All of the data below should be output exactly as given.

[Data entries]

------------

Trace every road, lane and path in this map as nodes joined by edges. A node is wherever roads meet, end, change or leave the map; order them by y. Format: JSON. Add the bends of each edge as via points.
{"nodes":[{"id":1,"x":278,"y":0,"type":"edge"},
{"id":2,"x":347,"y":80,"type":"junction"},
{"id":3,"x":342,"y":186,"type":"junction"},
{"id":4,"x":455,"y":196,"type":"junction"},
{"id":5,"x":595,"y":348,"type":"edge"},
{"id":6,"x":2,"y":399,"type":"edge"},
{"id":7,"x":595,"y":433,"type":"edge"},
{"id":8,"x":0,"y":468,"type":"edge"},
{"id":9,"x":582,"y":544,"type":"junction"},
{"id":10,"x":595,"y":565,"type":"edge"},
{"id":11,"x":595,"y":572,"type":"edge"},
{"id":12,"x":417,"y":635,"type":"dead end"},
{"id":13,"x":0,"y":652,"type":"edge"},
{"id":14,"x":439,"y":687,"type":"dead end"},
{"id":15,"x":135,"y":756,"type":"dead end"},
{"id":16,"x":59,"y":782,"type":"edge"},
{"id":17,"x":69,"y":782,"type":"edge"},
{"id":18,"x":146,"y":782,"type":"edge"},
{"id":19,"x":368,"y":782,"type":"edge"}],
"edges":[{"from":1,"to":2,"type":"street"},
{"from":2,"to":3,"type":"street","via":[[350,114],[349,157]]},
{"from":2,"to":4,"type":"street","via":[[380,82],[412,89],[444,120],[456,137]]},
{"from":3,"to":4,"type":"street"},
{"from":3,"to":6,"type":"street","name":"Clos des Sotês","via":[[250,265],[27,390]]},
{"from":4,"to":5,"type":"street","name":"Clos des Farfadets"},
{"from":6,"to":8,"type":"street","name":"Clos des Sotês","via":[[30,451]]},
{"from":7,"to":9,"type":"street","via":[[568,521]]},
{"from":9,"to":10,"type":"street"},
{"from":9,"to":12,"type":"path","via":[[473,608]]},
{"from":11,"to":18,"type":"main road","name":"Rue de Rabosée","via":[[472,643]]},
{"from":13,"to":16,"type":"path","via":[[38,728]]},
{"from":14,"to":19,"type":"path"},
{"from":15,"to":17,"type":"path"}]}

------------

SOLUTION BELOW:
Trace every road, lane and path in this map as nodes joined by edges. A node is wherever roads meet, end, change or leave the map; order them by y. Format: JSON. Add the bends of each edge as via points.
{"nodes":[{"id":1,"x":278,"y":0,"type":"edge"},
{"id":2,"x":347,"y":80,"type":"junction"},
{"id":3,"x":342,"y":186,"type":"junction"},
{"id":4,"x":455,"y":196,"type":"junction"},
{"id":5,"x":595,"y":348,"type":"edge"},
{"id":6,"x":2,"y":399,"type":"edge"},
{"id":7,"x":595,"y":433,"type":"edge"},
{"id":8,"x":0,"y":468,"type":"edge"},
{"id":9,"x":582,"y":544,"type":"junction"},
{"id":10,"x":595,"y":565,"type":"edge"},
{"id":11,"x":595,"y":572,"type":"edge"},
{"id":12,"x":417,"y":635,"type":"dead end"},
{"id":13,"x":0,"y":652,"type":"edge"},
{"id":14,"x":439,"y":687,"type":"dead end"},
{"id":15,"x":135,"y":756,"type":"dead end"},
{"id":16,"x":59,"y":782,"type":"edge"},
{"id":17,"x":69,"y":782,"type":"edge"},
{"id":18,"x":146,"y":782,"type":"edge"},
{"id":19,"x":368,"y":782,"type":"edge"}],
"edges":[{"from":1,"to":2,"type":"street"},
{"from":2,"to":3,"type":"street","via":[[350,114],[349,157]]},
{"from":2,"to":4,"type":"street","via":[[380,82],[412,89],[444,120],[456,137]]},
{"from":3,"to":4,"type":"street"},
{"from":3,"to":6,"type":"street","name":"Clos des Sotês","via":[[250,265],[27,390]]},
{"from":4,"to":5,"type":"street","name":"Clos des Farfadets"},
{"from":6,"to":8,"type":"street","name":"Clos des Sotês","via":[[30,451]]},
{"from":7,"to":9,"type":"street","via":[[568,521]]},
{"from":9,"to":10,"type":"street"},
{"from":9,"to":12,"type":"path","via":[[473,608]]},
{"from":11,"to":18,"type":"main road","name":"Rue de Rabosée","via":[[472,643]]},
{"from":13,"to":16,"type":"path","via":[[38,728]]},
{"from":14,"to":19,"type":"path"},
{"from":15,"to":17,"type":"path"}]}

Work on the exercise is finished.